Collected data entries
[Start of section]
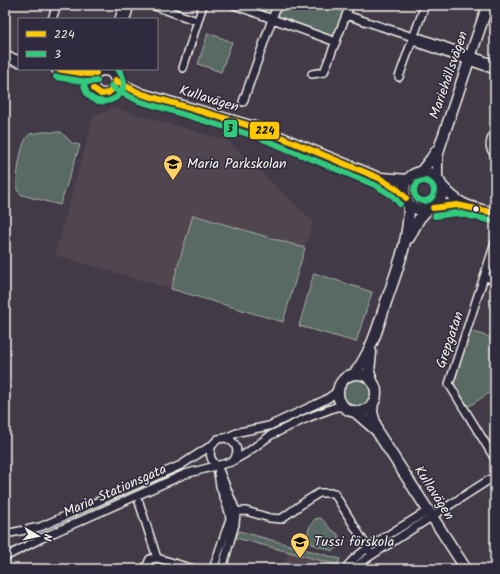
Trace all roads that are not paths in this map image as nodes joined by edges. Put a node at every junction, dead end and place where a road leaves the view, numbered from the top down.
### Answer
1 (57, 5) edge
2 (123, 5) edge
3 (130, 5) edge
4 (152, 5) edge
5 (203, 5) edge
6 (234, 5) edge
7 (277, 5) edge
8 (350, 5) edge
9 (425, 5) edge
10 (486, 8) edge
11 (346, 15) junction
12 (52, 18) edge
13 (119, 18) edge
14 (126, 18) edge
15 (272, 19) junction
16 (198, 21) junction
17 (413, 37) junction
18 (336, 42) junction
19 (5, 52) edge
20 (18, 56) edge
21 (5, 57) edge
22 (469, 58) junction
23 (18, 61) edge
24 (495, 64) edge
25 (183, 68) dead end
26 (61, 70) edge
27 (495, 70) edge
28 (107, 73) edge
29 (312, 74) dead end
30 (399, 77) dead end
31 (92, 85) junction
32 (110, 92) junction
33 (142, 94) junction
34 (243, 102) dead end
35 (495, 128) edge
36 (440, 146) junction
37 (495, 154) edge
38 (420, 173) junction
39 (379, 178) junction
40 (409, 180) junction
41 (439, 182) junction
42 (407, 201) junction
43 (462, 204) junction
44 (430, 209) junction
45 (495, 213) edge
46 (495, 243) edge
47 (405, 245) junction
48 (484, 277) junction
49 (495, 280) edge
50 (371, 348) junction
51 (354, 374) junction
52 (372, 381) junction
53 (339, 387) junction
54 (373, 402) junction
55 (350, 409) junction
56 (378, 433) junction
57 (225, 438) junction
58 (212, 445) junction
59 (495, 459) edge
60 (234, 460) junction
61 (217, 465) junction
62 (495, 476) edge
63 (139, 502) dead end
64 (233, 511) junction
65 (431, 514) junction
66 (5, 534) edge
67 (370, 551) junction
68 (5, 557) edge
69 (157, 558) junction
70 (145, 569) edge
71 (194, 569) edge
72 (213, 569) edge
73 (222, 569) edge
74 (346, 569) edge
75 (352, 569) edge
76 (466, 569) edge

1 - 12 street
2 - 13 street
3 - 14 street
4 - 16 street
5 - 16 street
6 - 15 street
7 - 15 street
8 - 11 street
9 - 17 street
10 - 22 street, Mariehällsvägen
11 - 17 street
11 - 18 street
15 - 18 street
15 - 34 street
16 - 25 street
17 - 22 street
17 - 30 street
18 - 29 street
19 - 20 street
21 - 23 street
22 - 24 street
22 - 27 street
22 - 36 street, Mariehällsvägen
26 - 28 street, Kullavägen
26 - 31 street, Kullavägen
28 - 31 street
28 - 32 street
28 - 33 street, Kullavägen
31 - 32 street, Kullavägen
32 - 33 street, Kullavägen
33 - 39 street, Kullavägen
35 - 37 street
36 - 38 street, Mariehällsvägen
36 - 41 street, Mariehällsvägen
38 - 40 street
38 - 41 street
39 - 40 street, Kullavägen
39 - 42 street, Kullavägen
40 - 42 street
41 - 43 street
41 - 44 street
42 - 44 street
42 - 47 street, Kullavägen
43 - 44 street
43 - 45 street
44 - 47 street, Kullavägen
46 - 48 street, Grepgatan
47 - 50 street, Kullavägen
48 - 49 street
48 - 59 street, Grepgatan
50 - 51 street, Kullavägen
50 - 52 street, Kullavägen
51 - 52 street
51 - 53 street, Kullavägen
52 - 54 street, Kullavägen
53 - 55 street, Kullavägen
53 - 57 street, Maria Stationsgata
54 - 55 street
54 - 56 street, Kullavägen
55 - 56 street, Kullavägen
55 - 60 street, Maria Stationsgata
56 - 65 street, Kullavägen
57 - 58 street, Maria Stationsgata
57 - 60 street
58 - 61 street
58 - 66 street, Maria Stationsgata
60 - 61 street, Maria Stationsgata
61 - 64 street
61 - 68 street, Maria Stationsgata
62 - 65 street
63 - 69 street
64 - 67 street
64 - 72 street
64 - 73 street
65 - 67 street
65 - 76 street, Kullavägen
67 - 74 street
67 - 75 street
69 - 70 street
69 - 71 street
[End of section]
- PROBLEM DETAILS
Show all lines in the entries above where the string "Stationsgata" appears.

- RESPONSE AREA
53 - 57 street, Maria Stationsgata
55 - 60 street, Maria Stationsgata
57 - 58 street, Maria Stationsgata
58 - 66 street, Maria Stationsgata
60 - 61 street, Maria Stationsgata
61 - 68 street, Maria Stationsgata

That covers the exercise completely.